Collection entries:

BEGIN

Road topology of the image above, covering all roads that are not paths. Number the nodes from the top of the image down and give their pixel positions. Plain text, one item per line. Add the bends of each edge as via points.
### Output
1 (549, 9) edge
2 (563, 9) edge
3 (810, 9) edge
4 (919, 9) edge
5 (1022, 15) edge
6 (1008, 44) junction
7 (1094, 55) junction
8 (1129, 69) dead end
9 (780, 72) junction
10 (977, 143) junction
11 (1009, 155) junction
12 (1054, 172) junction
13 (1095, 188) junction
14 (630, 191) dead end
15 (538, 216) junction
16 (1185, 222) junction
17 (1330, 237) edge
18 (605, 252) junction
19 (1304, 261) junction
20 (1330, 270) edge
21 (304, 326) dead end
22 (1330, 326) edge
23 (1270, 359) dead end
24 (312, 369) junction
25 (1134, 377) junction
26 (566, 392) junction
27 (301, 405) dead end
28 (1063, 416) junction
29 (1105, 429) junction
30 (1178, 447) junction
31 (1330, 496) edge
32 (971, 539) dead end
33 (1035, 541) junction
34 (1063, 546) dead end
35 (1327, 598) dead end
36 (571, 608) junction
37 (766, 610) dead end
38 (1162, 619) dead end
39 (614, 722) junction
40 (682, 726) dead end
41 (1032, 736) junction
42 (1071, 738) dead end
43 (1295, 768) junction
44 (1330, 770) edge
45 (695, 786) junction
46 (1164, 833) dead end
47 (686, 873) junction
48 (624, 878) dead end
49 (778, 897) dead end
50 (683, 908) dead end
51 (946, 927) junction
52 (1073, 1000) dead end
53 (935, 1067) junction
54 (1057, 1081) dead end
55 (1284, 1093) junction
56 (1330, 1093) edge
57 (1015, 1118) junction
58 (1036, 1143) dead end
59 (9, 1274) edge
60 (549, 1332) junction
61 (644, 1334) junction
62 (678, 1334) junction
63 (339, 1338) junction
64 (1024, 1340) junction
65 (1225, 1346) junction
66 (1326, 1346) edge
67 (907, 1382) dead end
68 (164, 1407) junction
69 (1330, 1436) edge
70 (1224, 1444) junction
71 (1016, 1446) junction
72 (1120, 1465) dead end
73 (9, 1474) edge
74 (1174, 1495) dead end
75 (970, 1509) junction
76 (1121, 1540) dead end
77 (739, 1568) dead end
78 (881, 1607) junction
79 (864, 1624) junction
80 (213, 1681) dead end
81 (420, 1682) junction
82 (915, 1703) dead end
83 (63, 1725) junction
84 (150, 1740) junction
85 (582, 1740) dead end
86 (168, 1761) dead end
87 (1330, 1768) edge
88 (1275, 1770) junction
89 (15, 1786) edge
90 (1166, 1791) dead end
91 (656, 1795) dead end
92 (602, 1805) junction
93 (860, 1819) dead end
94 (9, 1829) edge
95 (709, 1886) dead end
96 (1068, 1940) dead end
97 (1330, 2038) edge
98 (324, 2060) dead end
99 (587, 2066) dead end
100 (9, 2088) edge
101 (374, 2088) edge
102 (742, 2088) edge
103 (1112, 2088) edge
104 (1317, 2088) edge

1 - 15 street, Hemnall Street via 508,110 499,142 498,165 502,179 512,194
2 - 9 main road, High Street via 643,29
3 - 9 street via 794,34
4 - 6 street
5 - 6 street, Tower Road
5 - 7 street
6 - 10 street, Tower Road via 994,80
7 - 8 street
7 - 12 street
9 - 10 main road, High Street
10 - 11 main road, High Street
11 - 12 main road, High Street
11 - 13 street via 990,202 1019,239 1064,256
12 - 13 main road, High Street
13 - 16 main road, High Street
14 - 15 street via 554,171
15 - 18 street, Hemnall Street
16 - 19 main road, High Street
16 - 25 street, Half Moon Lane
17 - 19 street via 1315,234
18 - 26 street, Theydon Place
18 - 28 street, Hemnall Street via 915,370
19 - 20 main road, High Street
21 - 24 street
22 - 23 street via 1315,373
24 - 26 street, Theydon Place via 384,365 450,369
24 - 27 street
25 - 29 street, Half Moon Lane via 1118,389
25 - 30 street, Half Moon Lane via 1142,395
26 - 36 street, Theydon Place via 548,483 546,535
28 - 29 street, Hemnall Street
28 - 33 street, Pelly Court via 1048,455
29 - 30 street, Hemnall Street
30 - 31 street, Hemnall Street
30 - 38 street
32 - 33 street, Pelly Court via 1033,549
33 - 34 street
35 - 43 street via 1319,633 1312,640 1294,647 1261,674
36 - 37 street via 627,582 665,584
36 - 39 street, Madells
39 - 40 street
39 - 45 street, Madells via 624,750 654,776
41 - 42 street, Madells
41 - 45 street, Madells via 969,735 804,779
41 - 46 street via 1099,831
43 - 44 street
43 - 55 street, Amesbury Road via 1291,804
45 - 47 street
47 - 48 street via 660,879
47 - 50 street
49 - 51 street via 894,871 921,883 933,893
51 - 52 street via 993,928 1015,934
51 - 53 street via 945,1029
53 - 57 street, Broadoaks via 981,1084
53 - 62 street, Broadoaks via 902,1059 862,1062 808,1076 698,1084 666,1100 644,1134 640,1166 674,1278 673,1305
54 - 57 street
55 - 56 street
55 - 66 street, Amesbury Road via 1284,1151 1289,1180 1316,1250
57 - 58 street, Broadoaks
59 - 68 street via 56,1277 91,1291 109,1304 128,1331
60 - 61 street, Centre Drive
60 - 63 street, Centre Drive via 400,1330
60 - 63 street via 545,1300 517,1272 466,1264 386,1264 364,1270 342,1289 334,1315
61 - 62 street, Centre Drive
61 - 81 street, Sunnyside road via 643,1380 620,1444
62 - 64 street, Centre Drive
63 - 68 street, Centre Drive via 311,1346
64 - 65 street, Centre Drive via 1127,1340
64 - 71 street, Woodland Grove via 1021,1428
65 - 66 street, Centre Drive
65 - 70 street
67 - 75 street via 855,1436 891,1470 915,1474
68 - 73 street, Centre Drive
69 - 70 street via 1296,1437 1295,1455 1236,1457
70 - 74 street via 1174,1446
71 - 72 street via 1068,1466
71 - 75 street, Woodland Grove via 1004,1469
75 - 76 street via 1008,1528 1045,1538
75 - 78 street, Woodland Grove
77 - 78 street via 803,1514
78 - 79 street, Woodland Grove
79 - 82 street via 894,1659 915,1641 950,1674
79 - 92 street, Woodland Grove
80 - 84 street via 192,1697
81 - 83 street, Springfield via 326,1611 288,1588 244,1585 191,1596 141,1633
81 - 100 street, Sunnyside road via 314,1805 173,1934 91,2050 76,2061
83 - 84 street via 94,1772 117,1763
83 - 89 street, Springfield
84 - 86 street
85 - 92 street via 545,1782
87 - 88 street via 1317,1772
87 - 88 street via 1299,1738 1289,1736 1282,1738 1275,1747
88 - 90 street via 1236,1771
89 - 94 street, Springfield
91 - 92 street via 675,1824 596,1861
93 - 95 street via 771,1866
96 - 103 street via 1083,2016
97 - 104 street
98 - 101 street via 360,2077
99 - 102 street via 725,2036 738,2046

END
BEGIN

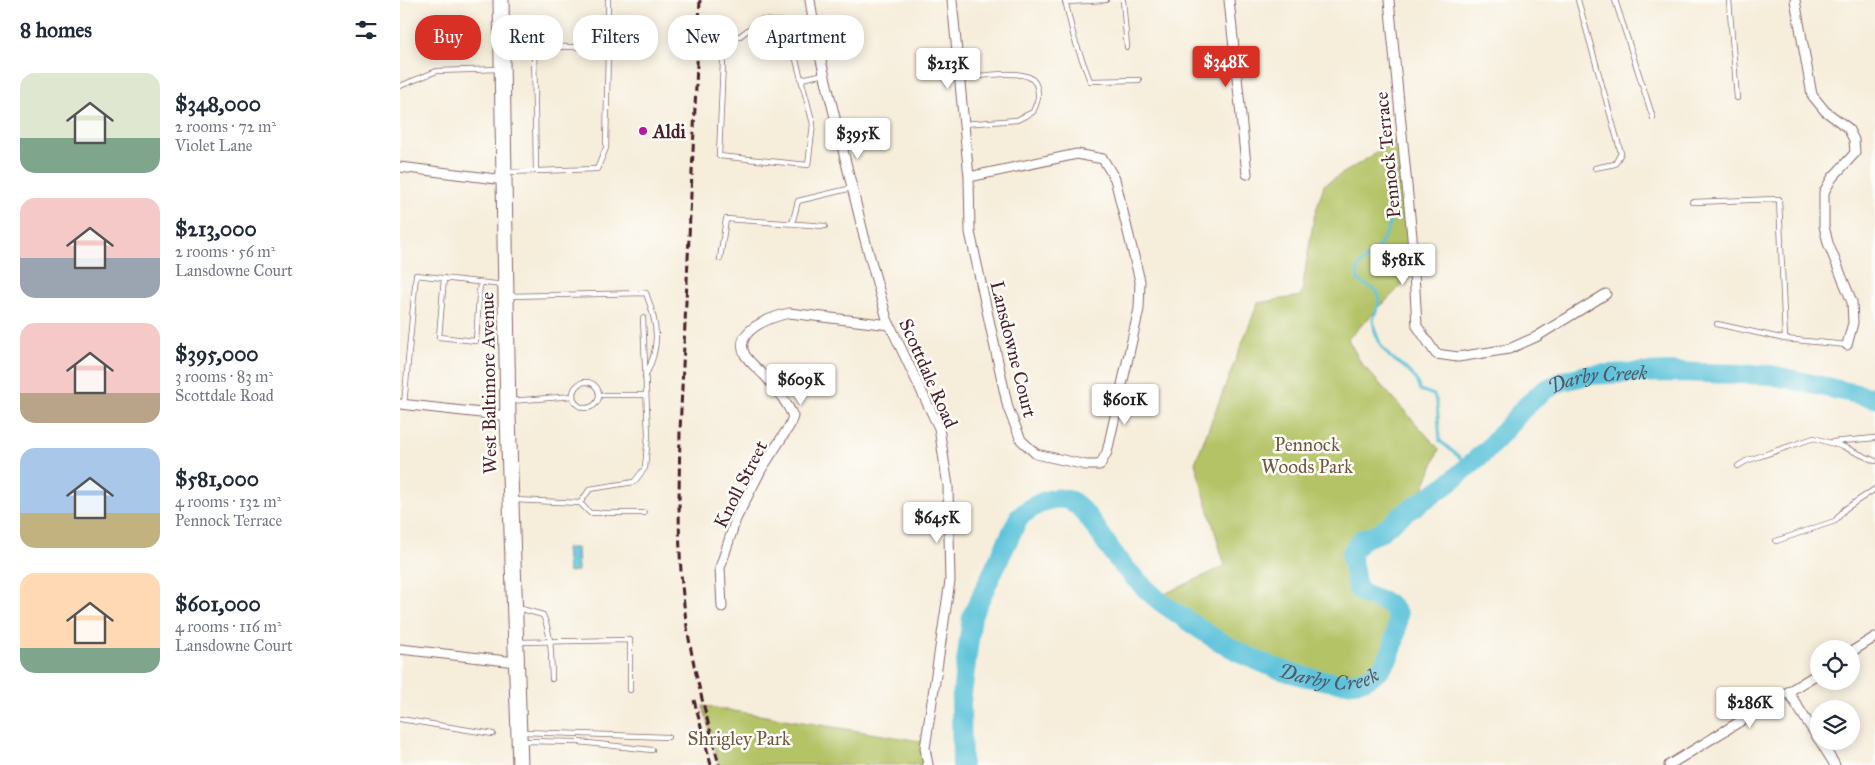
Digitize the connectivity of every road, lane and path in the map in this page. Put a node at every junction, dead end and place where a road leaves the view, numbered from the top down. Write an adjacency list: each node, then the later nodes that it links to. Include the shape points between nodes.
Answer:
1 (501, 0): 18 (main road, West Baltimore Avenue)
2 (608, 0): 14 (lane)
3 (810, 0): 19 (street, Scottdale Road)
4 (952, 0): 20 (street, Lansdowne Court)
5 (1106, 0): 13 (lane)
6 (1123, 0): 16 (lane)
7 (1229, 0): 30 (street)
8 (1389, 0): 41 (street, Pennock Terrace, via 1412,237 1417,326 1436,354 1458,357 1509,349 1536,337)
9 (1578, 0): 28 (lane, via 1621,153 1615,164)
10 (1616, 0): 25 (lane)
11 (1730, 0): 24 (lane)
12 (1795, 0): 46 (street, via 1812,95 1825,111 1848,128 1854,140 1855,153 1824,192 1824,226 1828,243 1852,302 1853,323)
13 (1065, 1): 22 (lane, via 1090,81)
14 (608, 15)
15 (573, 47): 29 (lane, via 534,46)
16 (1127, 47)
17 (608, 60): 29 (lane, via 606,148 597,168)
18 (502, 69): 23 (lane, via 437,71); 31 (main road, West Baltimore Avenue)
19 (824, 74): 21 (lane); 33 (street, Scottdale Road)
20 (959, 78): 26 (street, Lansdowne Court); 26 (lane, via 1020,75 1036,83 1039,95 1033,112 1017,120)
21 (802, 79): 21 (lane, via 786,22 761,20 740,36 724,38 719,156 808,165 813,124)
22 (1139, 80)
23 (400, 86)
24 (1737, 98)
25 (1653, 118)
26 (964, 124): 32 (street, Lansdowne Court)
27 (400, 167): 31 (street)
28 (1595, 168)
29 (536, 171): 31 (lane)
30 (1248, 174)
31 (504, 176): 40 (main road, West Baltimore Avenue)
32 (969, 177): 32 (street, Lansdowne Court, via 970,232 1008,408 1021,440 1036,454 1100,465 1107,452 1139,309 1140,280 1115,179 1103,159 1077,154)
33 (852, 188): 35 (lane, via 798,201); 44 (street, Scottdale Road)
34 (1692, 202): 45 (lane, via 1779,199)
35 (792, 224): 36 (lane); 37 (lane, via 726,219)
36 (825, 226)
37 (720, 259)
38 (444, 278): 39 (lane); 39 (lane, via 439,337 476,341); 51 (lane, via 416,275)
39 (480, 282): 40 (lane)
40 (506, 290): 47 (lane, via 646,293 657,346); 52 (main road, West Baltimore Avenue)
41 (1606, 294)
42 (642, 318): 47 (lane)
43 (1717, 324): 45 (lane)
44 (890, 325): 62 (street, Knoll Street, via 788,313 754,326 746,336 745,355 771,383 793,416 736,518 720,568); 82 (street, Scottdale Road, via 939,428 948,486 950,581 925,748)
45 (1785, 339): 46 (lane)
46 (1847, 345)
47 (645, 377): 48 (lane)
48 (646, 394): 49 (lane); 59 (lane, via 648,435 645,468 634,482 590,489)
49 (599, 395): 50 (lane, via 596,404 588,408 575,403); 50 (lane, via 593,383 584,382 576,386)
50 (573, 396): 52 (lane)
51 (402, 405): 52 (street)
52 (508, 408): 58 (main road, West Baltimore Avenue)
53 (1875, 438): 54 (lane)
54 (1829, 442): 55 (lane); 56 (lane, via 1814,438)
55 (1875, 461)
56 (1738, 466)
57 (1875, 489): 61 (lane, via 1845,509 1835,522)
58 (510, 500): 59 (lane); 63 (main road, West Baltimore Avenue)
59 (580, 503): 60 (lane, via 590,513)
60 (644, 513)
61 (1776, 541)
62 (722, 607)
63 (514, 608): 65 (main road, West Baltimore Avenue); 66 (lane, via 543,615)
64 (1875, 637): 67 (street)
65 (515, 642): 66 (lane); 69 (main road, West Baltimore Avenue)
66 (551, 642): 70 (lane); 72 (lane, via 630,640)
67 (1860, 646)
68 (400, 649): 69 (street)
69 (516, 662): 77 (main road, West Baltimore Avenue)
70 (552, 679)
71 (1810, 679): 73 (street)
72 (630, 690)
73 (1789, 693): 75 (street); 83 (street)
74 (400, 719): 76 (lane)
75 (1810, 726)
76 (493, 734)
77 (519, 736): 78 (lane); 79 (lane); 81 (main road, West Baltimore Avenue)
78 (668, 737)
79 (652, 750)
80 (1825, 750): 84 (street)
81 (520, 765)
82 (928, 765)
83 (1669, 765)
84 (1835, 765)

END

WORK TASK: For the word "Woodland", find every line in the data that holds it and copy that line.

EXERCISE RESULT:
64 - 71 street, Woodland Grove via 1021,1428
71 - 75 street, Woodland Grove via 1004,1469
75 - 78 street, Woodland Grove
78 - 79 street, Woodland Grove
79 - 92 street, Woodland Grove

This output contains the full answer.